=== Information provided ===
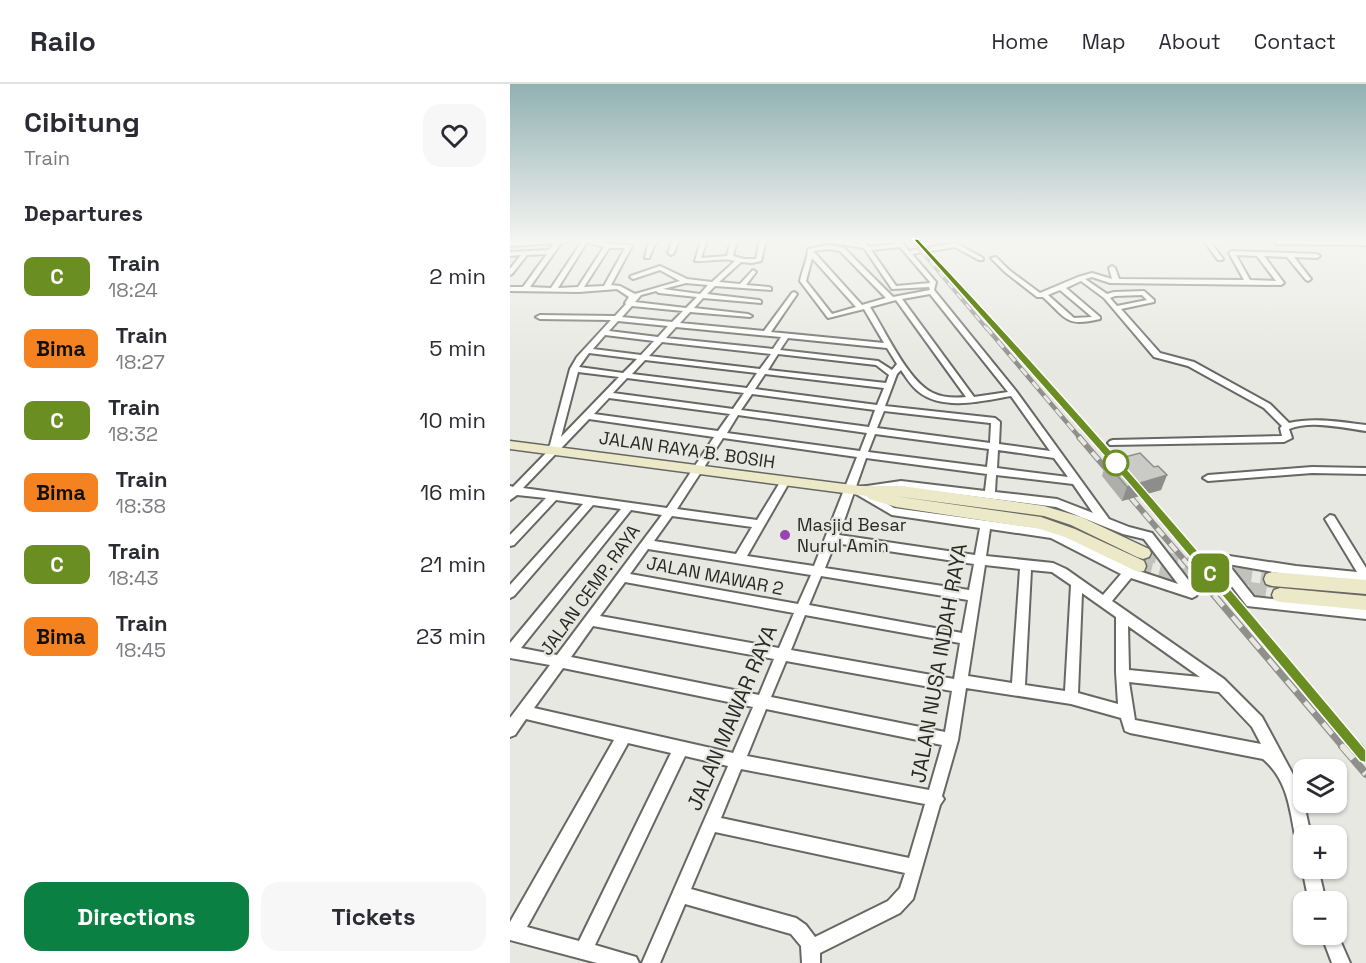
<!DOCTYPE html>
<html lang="en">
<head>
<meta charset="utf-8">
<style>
	body { margin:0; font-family:"Space Grotesk",sans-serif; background:#f7f7f7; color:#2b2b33; height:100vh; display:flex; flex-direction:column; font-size:22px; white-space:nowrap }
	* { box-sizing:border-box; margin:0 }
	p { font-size:20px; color:#7c7c81 }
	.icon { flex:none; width:33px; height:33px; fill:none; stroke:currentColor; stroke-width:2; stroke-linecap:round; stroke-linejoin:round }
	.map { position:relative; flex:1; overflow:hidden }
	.drawer { display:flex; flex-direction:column; background:#fff; width:510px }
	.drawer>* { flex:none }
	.badge { padding:0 12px; border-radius:9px; font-size:21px; line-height:39px }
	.controls { position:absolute; left:783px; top:675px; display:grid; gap:12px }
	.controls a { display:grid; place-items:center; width:54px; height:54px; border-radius:12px; background:#fff; box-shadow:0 2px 4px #0004; font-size:30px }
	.map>.badge { position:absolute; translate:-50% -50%; box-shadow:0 0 0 3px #fff }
	h2 { padding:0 24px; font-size:22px; line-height:54px }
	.round { display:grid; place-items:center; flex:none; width:63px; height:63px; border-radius:18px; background:#f7f7f7 }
	.overview { display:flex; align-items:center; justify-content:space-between; height:102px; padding:0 24px }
	h1 { font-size:28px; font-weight:800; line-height:45px }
	.button { display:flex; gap:12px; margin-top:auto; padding:12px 24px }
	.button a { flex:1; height:69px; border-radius:18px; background:#0b8043; color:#fff; font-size:24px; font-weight:800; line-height:69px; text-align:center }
	.button a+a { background:#f7f7f7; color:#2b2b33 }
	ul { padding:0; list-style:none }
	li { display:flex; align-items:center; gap:18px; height:72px; padding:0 24px }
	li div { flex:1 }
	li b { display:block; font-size:22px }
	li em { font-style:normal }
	li .badge { min-width:66px; font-weight:700; text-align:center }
	header { display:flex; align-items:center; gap:36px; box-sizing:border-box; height:84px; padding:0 30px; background:#fff; border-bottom:2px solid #e1e1e2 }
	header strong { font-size:28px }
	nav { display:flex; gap:33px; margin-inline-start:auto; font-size:21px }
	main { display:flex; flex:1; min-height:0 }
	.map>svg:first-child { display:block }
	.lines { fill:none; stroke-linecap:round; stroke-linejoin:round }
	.secondary-tunnel-far1 { stroke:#c2c2bd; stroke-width:14; stroke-dasharray:14 8; stroke-linecap:butt }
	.secondary-tunnel { stroke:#c2c2bd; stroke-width:18; stroke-dasharray:18 9; stroke-linecap:butt }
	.minor-casing { stroke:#676763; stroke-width:4 }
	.secondary-casing { stroke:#676763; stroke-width:3 }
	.minor { fill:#fff; fill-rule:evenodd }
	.secondary { fill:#ebe9c8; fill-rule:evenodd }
	.rail-far4-casing { stroke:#8f8f8b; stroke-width:4 }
	.rail-far3-casing { stroke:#8f8f8b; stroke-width:4.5 }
	.rail-far2-casing { stroke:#8f8f8b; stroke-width:6 }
	.rail-far1-casing { stroke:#8f8f8b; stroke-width:7 }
	.rail-casing { stroke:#8f8f8b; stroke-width:8 }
	.rail-far4 { stroke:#e8e8e3; stroke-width:2; stroke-dasharray:7; stroke-linecap:butt }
	.rail-far3 { stroke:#e8e8e3; stroke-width:3; stroke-dasharray:9; stroke-linecap:butt }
	.rail-far2 { stroke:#e8e8e3; stroke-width:4; stroke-dasharray:10; stroke-linecap:butt }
	.rail-far1 { stroke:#e8e8e3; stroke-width:4.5; stroke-dasharray:14; stroke-linecap:butt }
	.rail { stroke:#e8e8e3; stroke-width:6; stroke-dasharray:17; stroke-linecap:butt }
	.wall { fill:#aeafaa }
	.shaded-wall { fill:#8d8e8b }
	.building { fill:#cacbc6; stroke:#8d8e8b; stroke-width:1.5 }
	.line { fill:#6b8e23; stroke:#fff; stroke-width:1.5 }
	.stop-dot { fill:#fff; stroke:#6b8e23; stroke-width:3 }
	.poi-dot { fill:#9844b3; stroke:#e8e8e3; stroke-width:2 }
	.labels { text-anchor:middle; stroke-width:4.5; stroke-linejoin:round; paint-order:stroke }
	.street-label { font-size:18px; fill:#292927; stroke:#e8e8e3 }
	.poi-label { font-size:18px; fill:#292927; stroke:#e8e8e3; text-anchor:start }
	.near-street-label { font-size:21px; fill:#292927; stroke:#e8e8e3 }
</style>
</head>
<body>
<header>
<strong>Railo</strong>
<nav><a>Home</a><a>Map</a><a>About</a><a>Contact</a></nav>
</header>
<main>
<section class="drawer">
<div class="overview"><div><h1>Cibitung</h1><p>Train</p></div><a class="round"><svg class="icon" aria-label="heart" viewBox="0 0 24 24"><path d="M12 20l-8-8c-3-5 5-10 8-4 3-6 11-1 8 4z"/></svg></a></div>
<h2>Departures</h2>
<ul>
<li><span class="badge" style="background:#6b8e23;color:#fff">C</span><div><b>Train</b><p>18:24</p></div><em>2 min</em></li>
<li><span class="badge" style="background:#f58220;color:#111">Bima</span><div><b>Train</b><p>18:27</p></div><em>5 min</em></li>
<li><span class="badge" style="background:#6b8e23;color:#fff">C</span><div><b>Train</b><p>18:32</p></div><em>10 min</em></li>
<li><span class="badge" style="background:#f58220;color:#111">Bima</span><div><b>Train</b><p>18:38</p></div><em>16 min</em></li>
<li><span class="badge" style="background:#6b8e23;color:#fff">C</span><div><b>Train</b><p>18:43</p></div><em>21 min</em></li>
<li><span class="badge" style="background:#f58220;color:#111">Bima</span><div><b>Train</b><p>18:45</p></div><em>23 min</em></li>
</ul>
<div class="button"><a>Directions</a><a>Tickets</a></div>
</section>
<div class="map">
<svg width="856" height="879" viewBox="0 0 856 879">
	<rect width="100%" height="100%" fill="#e8e8e3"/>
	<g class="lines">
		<g class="secondary-tunnel-far1">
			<polyline points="633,469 709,488 735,491"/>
			<polyline points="628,482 665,491"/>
		</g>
		<g class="secondary-tunnel">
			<polyline points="659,490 710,503 770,511"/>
			<polyline points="724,490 762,495"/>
		</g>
		<defs>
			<g id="minor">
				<path d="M32,156L57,157L51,159L20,203L41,204L73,156H84L97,160L121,161L122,162L101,201L110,202L125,210L170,197L150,186L123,195L120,193L121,192L150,182L177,195L202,198L225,177C215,173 197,178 185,177L191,156H197L191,174L217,172L221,156H227L223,172L234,175H246L250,156H256L251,177L242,179L231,178L209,198L230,200L243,186L246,188L236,201L259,203L261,204V206L205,202L197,210L249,216L251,217V219L193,214L184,224L238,230L242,232L240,233L180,228L170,239L254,247L282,209L284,208L287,210L261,248L374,259L354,225L318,234L290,197C292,187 298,174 298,165L318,161L334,164L383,213L420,206L419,203L382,205L354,164L324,159L321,156L351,160L348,156H354L359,163L387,160L384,156H390L399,167L446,159L473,174V176H469L445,163L402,170L426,198L424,206L506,307L599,435L619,443L642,449L686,506L688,509L686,512L682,514L621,494L602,517L714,595L752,633L786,696L794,720L801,752H794V765L788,763L786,757C780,726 778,696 753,675L620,649L615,647L611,634L561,620L456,604L448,656L432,712L434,715L430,721L403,815L390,829L310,869V879H292L291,862L281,850L175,820L150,879H132L218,682L175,672L85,861L126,873L129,879H87L0,856V838L104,656L16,635L5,651L0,653V634L40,581L0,574V559L111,425L83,421L4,512L0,514V501L73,420L46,416L4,461L0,462V451L36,414L7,411L0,416V402L3,403L37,368L35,366L40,361L60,285L67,273L101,236L30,235L26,233L30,231L105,232L116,220L115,219L119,213L107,205L69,208L0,207V203H13L37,170L17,171L2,190L0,191V185L11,171L0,172V168L39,166L44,159L0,162V158ZM77,158L94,163L68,203L48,204ZM390,163L420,198V199L386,202L361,166ZM99,164H115L94,202L74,203ZM318,165L330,167L376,214L352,221L303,167ZM302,174L346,223L322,230L296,197ZM176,199L198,201L190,210L153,205ZM146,207L149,209L187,213L176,224L125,218L131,211ZM420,210L498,308L464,313L392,215ZM386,216L456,313C445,314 433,314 423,309C398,298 375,246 360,223ZM122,222L173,227L162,238L112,233ZM108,237L158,242L148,253L99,247ZM166,243L271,253L263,265L156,254ZM95,251L144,257L131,271L83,265ZM278,254L377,264L387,280L382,286L368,277L270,266ZM152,258L261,270L250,285L139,272ZM79,269L127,275L113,289L69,283ZM268,270L366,281L379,291L376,299L258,286ZM135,276L247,289L237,304L122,290ZM391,286C396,293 401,302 409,308C433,327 473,317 501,312L540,367L489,360L490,338L485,334L375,322L387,290ZM68,288L109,293L51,353ZM255,290L374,304L367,321L245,305ZM117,294L234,309L223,325L103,309ZM242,310L365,326L359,343L231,326ZM99,314L220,330L208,347L84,330ZM374,327L480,339H481L480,359L367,344ZM228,331L357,349L350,367L217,349ZM79,335L204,353L157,424L13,404ZM365,350L479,365L477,383L358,368ZM213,354L347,373L304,482L237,472L280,397L278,395H272L247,436L167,425ZM488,366L544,374L558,393L487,384ZM356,374L477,390L475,407L391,397L350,403L345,407L346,410L382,431L470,444L465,471L329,451ZM486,391L563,400L583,429L547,415L485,408ZM391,403L546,423L613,450L634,455L668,500L623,485L543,446L384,424L360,409ZM121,426L152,431L47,571L11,564ZM162,432L242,443L226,470L144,457ZM480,445L541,454L611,490L593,511L556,485L543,479L476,472ZM325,459L464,480L459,506L315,484ZM138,465L301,491L288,520L120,490ZM475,481L510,485L502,599L458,592ZM521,486L542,488L561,501L555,607L515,601ZM311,492L458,516L452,549L299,521ZM115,498L284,529L269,564L90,532ZM572,509L606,533V588L608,620L568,609ZM295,531L450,559L444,595L281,566ZM83,542L264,575L249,611L61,573ZM618,542L690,593L619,586ZM276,577L442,607L435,648L261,613ZM53,584L243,623L223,669L24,624ZM619,598L709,608L742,643L751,660L625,636ZM256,625L432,661L419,706L237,672ZM118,659L161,669L69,857L17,843ZM231,685L415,720L399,774L211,734ZM205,748L395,789L390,804L378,817L305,853L296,841L286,834L181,805Z"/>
				<polygon points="143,156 150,156 144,162 139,174 135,174 138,161"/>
				<polygon points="163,156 169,156 164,169 161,171 158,169"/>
				<polygon points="693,156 699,156 713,175 712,176 708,176"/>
				<polygon points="768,157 856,157 856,161 766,160 766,158"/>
				<path d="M722,167L807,170L810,172L807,174L784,173L801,195L798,197L796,196L777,173L754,172L774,199L771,201L600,199L582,193L575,195L597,210L604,208L634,207L644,216V218L611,225L650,269L684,278L760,320L779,339C804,333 831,338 856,341V347C832,344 802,336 779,345L782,354L774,358L600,361L598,359L600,357L603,356L772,352L770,344L772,342L754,324L678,282L644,273L594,214L571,197L556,204L590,233V235C556,243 557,235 533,213H527L495,188L481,174L486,173L499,186L530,209L568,193L582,189L602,195L599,184L602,182L605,184L609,195L734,196L719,169ZM726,171L747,172L766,197L740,196ZM550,206L582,233L564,234L538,211ZM632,211L637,216L607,222L600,214L605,212Z"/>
				<polygon points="802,383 856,384 856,390 802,389 698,397 693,394 698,391"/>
				<polygon points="820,431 824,432 856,484 856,499 786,492 718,480 744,513 856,525 856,535 737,522 700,474 702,471 706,470 786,482 847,488 815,435"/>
				<polygon points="794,780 794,784 808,784 816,818 799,818 792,784"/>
				<polygon points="826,847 840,879 822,879 811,850 826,850"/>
			</g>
			<g id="secondary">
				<polygon points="0,357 350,402 392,402 534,422 571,433 639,465 641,469 639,473 633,475 627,473 561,441 534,432 384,412 531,433 565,445 634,477 636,482 634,487 628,488 555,453 530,445 386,423 359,415 357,412 0,365"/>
				<polygon points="762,488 856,496 856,510 762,502 756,500 754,495 756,490"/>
				<polygon points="770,504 856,512 856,526 770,518 764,516 762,511 764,506"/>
			</g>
		</defs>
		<use href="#minor" class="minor-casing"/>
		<use href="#secondary" class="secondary-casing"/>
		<use href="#minor" class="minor"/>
		<use href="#secondary" class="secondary"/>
		<defs>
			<polyline id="rail-far4" points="402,156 477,245"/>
			<g id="rail-far3">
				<polyline points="476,243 570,354"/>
				<polyline points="497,256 585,354"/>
			</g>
			<g id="rail-far2">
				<polyline points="569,353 687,491"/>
				<polyline points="583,353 703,491"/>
			</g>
			<g id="rail-far1">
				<polyline points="686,490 834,664"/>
				<polyline points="702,490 850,664"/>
			</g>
			<g id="rail">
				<polyline points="832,662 856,690"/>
				<polyline points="849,662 856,671"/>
			</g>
		</defs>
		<use href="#rail-far4" class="rail-far4-casing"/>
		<use href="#rail-far3" class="rail-far3-casing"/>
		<use href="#rail-far2" class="rail-far2-casing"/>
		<use href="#rail-far1" class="rail-far1-casing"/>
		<use href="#rail" class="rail-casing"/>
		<use href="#rail-far4" class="rail-far4"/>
		<use href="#rail-far3" class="rail-far3"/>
		<use href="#rail-far2" class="rail-far2"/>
		<use href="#rail-far1" class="rail-far1"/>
		<use href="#rail" class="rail"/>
	</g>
	<polygon class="wall" points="596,378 657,391 651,406 612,417 592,392"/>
	<polygon class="shaded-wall" points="657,391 651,406 612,417 617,403"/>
	<polygon class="building" points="630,369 644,383 648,382 657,391 617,403 596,378"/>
	<linearGradient id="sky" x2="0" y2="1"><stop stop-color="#91b1b2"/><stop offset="0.56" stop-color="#f5f5f2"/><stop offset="1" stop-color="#f5f5f2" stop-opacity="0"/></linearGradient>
	<rect width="856" height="280" fill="url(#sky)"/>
	<path class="line" d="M403,155H408C565,320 712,494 856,666V679L850,677L619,400Z"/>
	<circle class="stop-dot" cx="606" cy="379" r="12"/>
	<circle class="poi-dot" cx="275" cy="451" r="6"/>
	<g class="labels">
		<g class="street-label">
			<text transform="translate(177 366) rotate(8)" y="6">JALAN RAYA B. BOSIH</text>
			<text transform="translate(205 492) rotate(11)" y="6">JALAN MAWAR 2</text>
			<text transform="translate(80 506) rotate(-54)" y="6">JALAN CEMP. RAYA</text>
		</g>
		<g class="poi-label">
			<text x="287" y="447">Masjid Besar<tspan x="287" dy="21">Nurul Amin</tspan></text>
		</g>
		<g class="near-street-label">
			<text transform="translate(429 579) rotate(-80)" y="7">JALAN NUSA INDAH RAYA</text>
			<text transform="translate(222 634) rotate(-67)" y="7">JALAN MAWAR RAYA</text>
		</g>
	</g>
</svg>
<div class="controls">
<a><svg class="icon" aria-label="layers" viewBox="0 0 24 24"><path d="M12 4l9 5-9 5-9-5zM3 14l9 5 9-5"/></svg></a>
<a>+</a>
<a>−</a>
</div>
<b class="badge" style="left:700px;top:489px;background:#6b8e23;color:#fff">C</b>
</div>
</main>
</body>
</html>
===
◆ What is expected:
If a line above holds the string "lines", copy it out.

◆ Result of this task:
	.lines { fill:none; stroke-linecap:round; stroke-linejoin:round }
	<g class="lines">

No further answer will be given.